◆ Records to use:

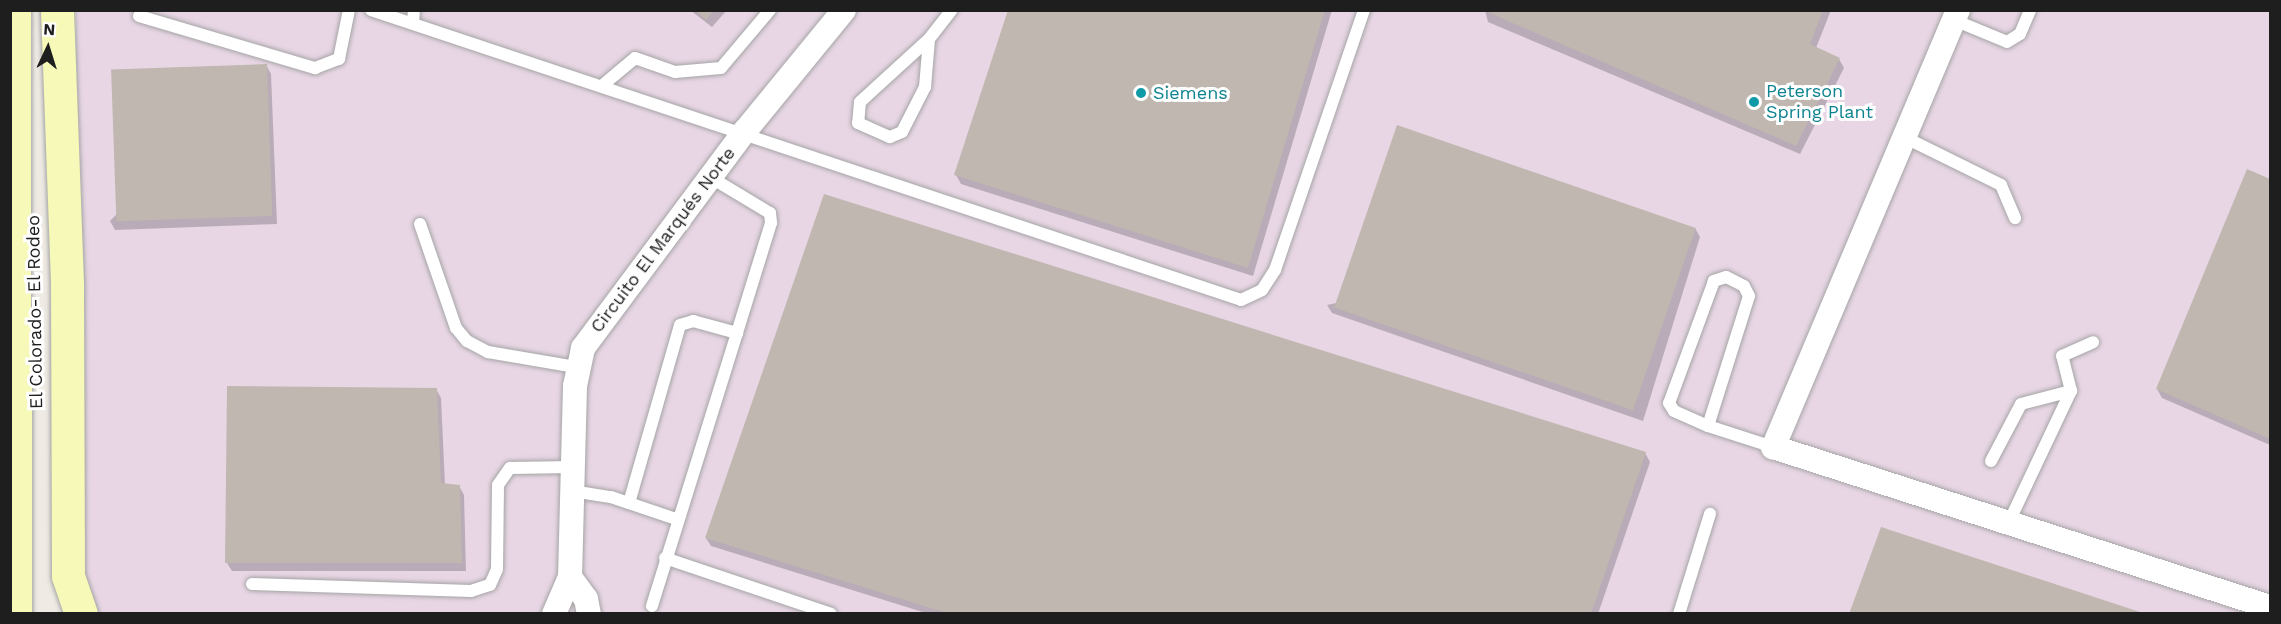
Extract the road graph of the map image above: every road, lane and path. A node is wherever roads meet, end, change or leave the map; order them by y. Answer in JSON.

---

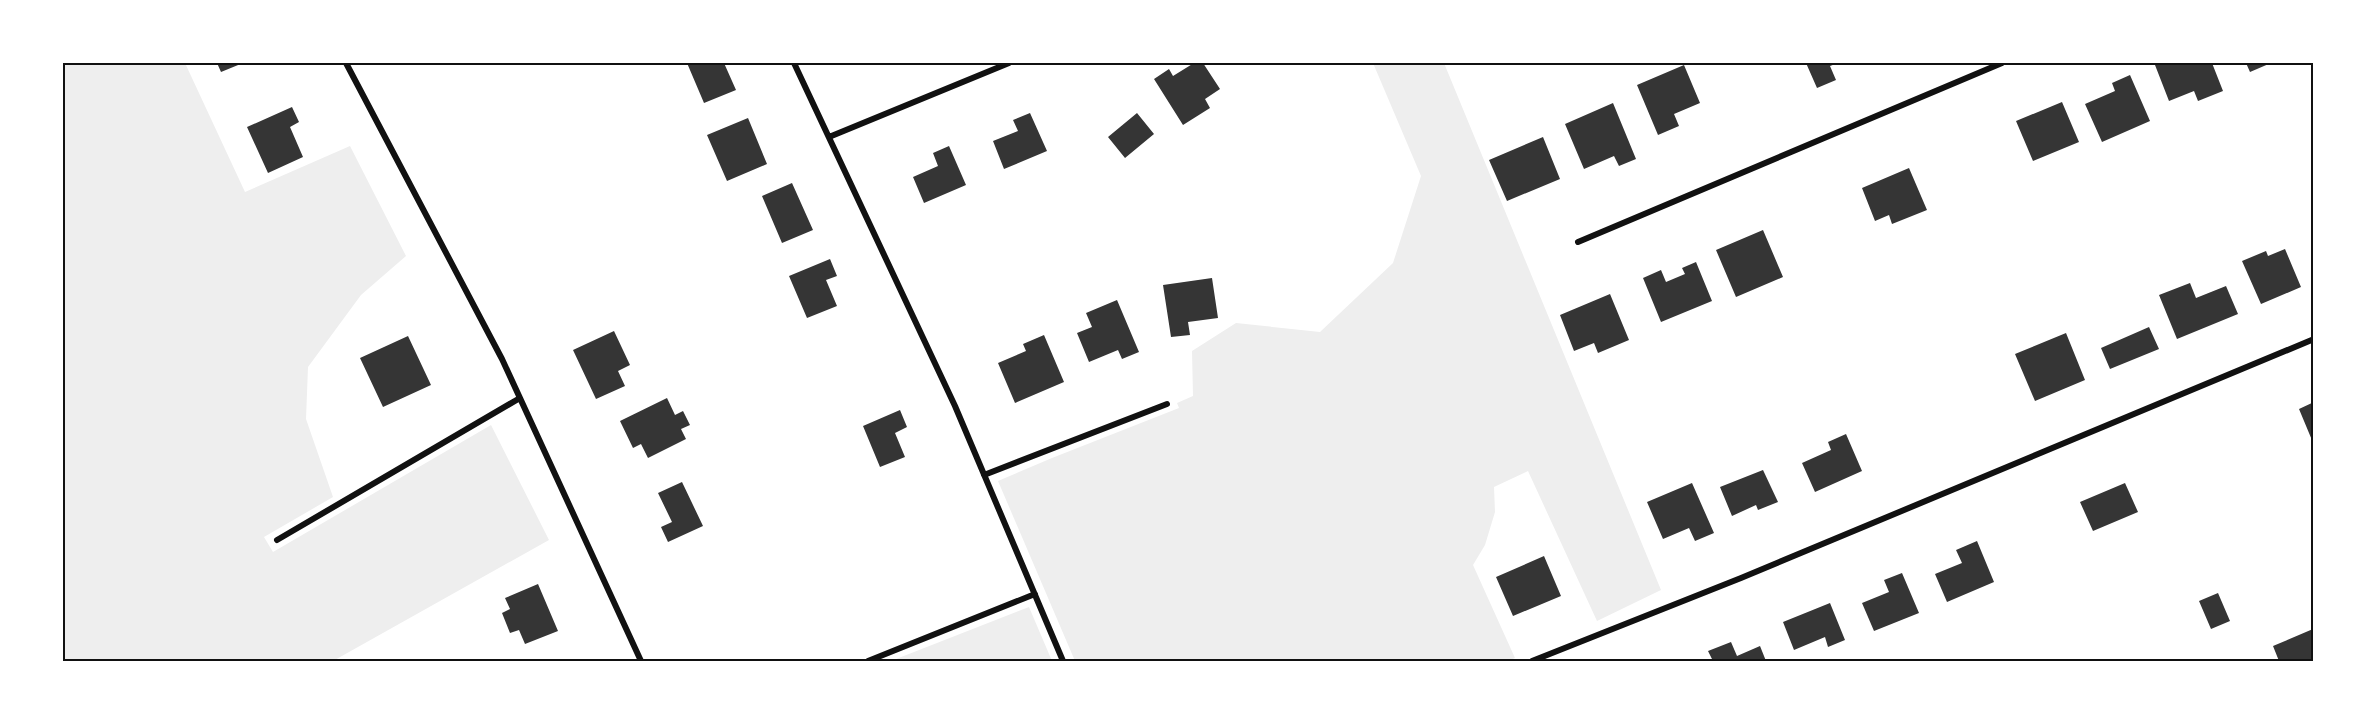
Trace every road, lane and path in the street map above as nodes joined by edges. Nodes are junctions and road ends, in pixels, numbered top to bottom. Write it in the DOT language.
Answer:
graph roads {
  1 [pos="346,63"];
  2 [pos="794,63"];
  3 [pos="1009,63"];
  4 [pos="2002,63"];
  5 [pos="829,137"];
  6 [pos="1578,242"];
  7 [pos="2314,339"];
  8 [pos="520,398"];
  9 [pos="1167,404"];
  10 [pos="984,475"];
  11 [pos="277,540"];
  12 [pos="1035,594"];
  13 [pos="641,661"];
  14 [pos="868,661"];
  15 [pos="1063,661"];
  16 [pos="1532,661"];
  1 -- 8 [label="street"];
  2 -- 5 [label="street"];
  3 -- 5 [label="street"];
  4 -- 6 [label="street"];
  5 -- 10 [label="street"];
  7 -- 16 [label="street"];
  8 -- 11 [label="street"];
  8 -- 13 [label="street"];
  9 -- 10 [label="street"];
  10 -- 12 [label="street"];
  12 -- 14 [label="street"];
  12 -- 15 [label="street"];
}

* * *

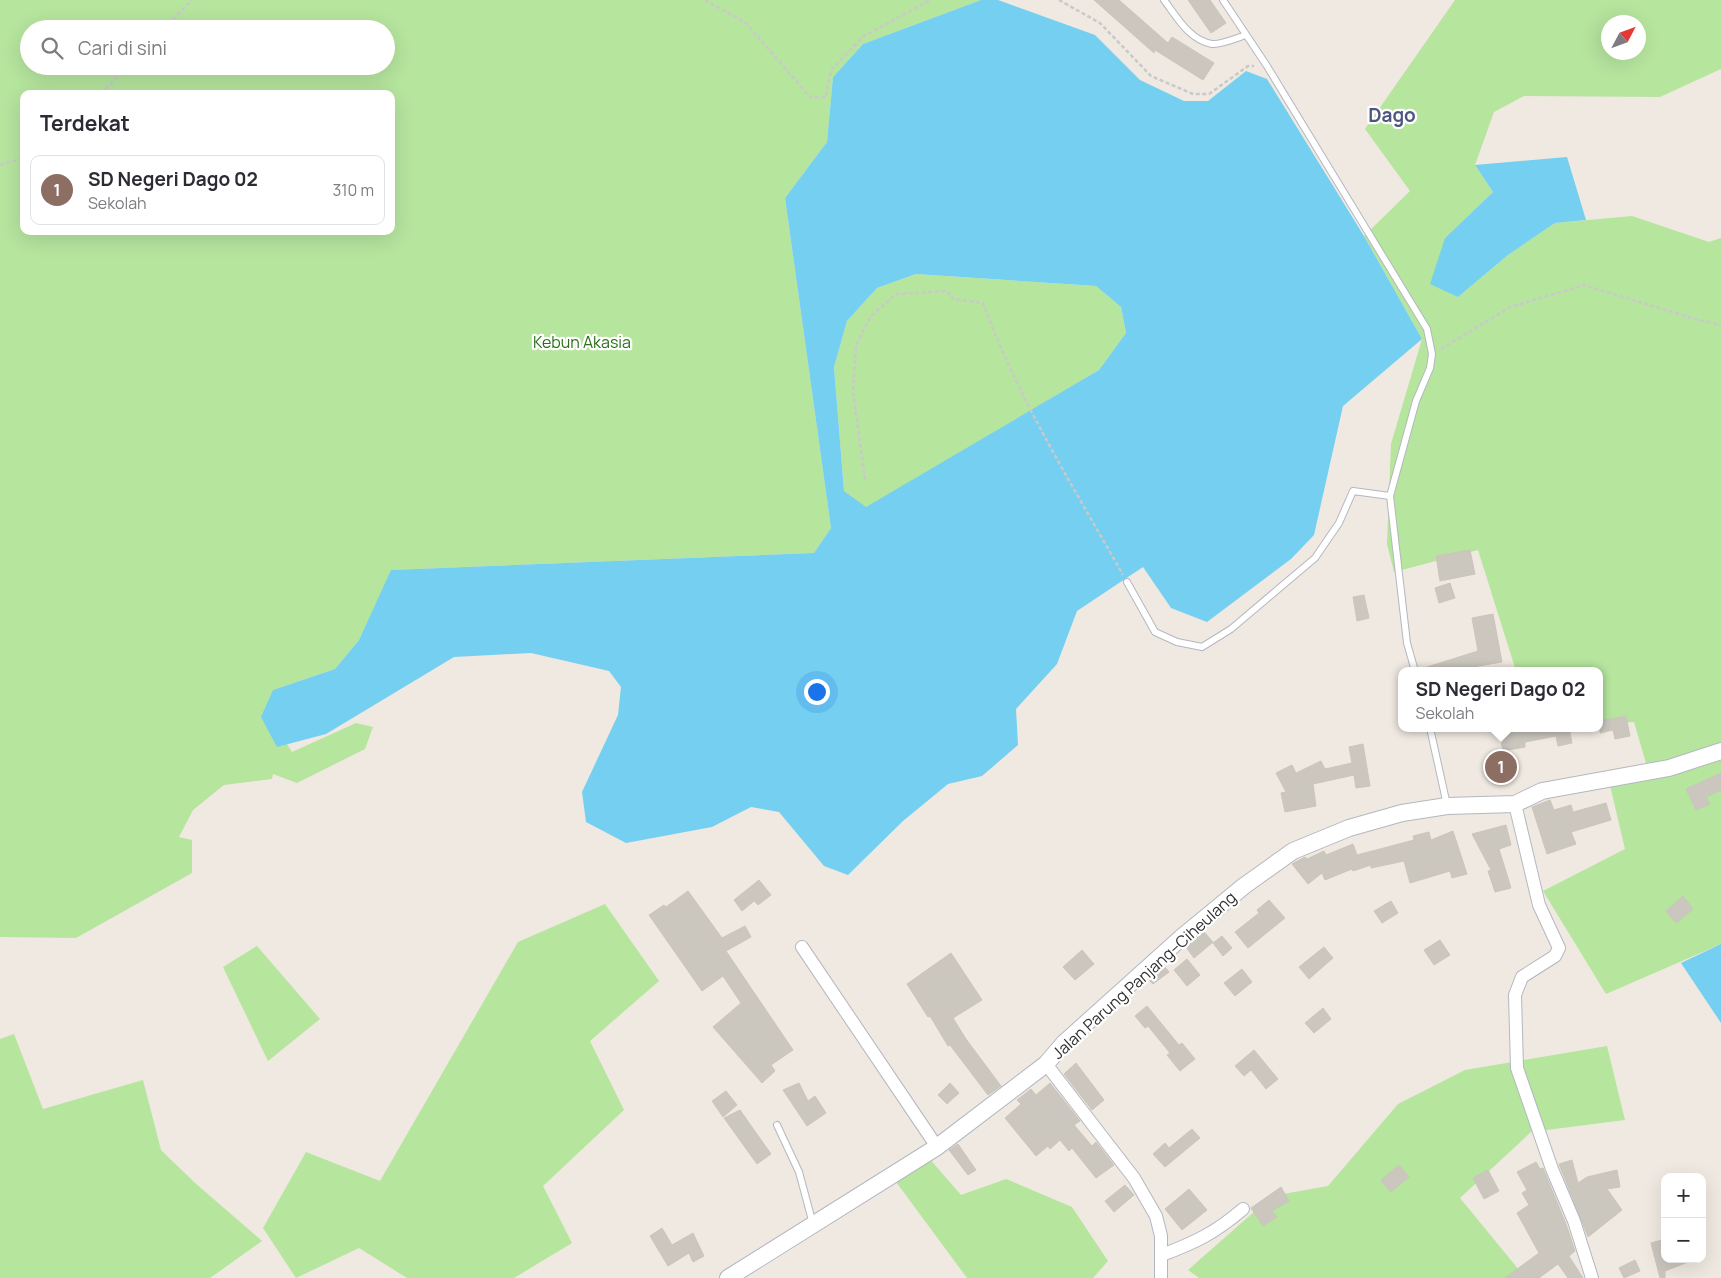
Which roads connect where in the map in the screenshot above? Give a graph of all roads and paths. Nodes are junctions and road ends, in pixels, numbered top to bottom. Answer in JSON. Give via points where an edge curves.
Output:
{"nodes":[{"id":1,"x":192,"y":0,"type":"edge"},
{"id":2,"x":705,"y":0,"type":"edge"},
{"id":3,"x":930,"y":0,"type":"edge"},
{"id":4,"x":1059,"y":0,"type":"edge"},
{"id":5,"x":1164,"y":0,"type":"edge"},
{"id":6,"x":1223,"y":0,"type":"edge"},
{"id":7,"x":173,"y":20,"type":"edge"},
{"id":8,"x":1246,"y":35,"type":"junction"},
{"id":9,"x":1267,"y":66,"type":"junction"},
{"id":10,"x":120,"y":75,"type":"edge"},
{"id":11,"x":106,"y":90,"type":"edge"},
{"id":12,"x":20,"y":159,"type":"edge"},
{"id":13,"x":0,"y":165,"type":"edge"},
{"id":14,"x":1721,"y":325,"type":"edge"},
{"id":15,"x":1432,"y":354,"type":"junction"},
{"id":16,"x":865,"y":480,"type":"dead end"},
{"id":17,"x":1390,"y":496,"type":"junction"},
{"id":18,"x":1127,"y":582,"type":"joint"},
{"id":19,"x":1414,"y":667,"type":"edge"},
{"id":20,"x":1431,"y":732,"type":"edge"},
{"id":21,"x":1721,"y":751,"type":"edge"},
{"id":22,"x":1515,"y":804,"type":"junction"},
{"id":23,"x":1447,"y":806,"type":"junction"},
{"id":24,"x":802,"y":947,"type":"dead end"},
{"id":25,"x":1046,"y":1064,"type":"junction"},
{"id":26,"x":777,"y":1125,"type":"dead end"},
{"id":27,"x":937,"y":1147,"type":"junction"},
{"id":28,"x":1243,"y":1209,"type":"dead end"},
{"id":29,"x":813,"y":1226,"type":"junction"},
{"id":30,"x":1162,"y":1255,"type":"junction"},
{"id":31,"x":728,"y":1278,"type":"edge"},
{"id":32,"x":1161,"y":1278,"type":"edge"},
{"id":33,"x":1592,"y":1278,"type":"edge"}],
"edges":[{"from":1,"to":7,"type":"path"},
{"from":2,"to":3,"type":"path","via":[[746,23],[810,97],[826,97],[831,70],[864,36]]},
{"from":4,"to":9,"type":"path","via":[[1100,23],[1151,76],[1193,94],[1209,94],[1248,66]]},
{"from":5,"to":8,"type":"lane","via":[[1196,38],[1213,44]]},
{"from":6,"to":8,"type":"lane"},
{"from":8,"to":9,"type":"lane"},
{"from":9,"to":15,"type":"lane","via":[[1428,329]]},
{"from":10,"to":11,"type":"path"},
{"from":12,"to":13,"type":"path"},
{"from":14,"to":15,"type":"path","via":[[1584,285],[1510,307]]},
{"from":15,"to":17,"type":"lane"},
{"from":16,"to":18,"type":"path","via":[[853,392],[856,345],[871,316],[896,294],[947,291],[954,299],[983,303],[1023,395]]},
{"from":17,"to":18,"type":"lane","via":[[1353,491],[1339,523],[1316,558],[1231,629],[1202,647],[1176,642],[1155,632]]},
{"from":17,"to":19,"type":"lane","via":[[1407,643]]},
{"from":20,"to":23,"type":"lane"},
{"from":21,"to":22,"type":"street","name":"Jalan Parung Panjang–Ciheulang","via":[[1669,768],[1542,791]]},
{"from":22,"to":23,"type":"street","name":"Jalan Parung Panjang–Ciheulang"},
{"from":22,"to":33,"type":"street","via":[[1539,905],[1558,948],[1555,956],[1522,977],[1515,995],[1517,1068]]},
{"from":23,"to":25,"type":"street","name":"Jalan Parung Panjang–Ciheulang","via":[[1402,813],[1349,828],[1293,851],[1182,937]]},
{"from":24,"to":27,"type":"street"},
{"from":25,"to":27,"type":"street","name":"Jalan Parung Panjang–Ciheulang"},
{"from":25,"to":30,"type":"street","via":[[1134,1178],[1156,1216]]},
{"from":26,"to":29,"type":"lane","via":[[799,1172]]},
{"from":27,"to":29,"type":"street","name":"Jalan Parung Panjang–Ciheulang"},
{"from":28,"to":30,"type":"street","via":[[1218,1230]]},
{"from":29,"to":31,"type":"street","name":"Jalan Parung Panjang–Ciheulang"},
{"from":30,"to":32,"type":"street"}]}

◆ What you are asked to do: Copy each line of the listing that carries the string "every".

◆ Answer:
Extract the road graph of the map image above: every road, lane and path. A node is wherever roads meet, end, change or leave the map; order them by y. Answer in JSON.
Trace every road, lane and path in the street map above as nodes joined by edges. Nodes are junctions and road ends, in pixels, numbered top to bottom. Write it in the DOT language.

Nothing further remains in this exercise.